The moral of this story is twofold.
As I mentioned before, education of the potential for violence ANYWHERE in the world is there for both men and women, especially late at night when out on the streets. The importance of taking a taxi can’t be stressed enough if you find yourself in the city late at night without a ride. Cost should never be a factor where safety is involved (and I’m not saying that it was for Caroline and Peter).
Secondly, this will help explain part of the reason for why I have temporarily decided to halt my trip short here in Guatemala and return home. On top of this reality check, there are serious health issues in both my and slaDE~s family that I need to attend to as well as be home where I can be there for my loved ones. The last week has been wrought with decisions and I have been torn back and forth by what I should and shouldn’t do, what is right and necessary for me, my loved ones and for the orphanage. But my decision is solid and has helped firm my plans in my mind about what is right and true, for me in this moment of my life. I didn’t think lightly about my decision, especially after feeling that I’ve let NPH and the orphans down (giving my word and commitment for a full year). But when my gut tells me that I need to go home, I have to listen to my gut …. it doesn’t speak to me often (except when I’m hungry and I fully understand it’s message then!), but when it does, I listen and take action. This will also give me an opportunity to re-evaluate my and my partners needs. I ( and slaDE~) still both very much want to volunteer in Central America (specifically with NPH, here in Guatemala or wherever is open) but the next time will be with him where we have the time and opportunity to plan it more fully, save and also learn more Spanish prior to such a commitment. On top of that, I don’t feel safe here in Guatemala at night, as a solo-travelling woman, spending another month learning Spanish before taking on my volunteer position with NPH. Xela is a relatively safe town in the Highlands compared to say Guatemala City and Antigua.
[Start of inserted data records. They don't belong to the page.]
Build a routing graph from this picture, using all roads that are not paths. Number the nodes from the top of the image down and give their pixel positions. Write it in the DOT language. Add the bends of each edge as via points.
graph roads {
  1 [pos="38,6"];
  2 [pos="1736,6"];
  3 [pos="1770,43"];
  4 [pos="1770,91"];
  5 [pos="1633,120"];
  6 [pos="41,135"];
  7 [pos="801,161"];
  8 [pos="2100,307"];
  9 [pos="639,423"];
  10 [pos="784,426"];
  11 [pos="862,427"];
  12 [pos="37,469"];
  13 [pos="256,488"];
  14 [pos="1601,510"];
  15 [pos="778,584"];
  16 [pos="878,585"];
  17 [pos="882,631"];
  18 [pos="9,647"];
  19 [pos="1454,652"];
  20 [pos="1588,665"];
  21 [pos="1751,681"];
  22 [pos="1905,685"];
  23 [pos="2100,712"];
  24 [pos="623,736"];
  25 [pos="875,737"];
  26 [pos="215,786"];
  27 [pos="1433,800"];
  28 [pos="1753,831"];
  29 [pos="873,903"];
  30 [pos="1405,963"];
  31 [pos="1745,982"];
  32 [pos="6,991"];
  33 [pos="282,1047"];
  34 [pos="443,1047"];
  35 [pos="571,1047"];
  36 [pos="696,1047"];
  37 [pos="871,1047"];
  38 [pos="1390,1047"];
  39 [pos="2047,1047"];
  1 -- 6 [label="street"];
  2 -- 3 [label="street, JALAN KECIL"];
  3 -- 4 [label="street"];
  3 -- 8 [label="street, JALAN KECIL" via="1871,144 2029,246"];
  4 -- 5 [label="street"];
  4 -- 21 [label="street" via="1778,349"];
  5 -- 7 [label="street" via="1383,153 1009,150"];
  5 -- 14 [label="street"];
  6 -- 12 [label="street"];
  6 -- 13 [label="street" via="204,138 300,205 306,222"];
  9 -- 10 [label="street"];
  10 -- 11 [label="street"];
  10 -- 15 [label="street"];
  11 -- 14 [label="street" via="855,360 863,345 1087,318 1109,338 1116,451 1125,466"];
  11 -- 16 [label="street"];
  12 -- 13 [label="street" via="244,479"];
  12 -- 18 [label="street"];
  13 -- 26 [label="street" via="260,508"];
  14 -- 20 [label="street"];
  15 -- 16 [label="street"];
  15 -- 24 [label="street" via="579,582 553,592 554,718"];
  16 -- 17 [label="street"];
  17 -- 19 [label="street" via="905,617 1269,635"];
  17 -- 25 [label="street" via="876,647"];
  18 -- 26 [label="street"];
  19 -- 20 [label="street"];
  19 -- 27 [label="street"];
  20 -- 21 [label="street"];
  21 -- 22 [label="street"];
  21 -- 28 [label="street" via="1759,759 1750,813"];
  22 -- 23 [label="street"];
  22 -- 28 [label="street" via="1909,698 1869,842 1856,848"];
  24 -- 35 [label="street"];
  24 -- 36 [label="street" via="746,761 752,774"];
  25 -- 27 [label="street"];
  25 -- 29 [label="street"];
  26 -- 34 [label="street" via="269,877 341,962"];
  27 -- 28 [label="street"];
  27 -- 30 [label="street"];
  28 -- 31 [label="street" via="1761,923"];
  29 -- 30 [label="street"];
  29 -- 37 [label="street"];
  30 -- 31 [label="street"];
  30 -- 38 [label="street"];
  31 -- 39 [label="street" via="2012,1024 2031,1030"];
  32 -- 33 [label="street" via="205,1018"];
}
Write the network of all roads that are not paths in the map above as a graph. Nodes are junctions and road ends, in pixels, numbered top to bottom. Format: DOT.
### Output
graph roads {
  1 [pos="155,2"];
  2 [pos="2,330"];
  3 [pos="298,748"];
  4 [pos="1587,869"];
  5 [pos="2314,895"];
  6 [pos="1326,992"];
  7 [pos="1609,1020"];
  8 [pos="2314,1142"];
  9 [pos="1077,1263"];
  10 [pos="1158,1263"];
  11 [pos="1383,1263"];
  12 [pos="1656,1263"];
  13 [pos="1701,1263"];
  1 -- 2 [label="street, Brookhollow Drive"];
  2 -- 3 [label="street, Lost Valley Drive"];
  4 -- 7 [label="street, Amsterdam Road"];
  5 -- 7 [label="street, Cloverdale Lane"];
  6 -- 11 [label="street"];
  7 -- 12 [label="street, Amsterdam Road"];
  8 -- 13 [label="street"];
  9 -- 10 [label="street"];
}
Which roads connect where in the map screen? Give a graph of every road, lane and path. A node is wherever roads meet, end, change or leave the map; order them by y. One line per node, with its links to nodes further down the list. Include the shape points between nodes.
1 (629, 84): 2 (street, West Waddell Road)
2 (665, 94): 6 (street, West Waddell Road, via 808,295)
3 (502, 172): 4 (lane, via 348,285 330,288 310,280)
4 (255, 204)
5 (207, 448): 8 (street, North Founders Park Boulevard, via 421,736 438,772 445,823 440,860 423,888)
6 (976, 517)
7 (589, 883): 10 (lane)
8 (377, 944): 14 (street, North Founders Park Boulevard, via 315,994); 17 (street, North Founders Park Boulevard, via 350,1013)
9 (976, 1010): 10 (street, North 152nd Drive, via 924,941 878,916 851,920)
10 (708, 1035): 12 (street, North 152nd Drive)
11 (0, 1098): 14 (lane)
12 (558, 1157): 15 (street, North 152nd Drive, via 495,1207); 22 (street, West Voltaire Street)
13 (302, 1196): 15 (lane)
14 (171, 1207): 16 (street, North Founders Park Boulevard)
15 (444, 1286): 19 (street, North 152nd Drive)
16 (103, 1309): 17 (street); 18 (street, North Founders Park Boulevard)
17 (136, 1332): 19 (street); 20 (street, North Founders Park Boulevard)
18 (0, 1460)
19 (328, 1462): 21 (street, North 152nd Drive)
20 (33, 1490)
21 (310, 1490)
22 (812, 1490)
But prudence and diligence can only take you so far.

nb: ‘What’s most perturbing here in Guatemala is a persistent rise in the numbers of women murdered, many dying the most gruesome of deaths for apparently motiveless reasons, a sadistic phenomenon known as femicide. It’s widely believed that these deaths are related to gang violence and territorial disputes.’ (Rough Guide to Guatemala, page 475). My theory of both Caroline and Peter remaining alive is the fact that perhaps such a motiveless crime (death) would draw further unnecessary attention to both the criminals (their gang?) and the country.

Continuing from my story about Fuentes Geoginas, this a natural hot spring that has the scent of sulphur and eucalyptus filling the air. The landscape along the road is very picturesque and there is a tremendous view of Zunil. I took many photos during our day, trying to vanquish from my thoughts of the horrors of last night. An early night was had and I made sure to be inside once it was dark …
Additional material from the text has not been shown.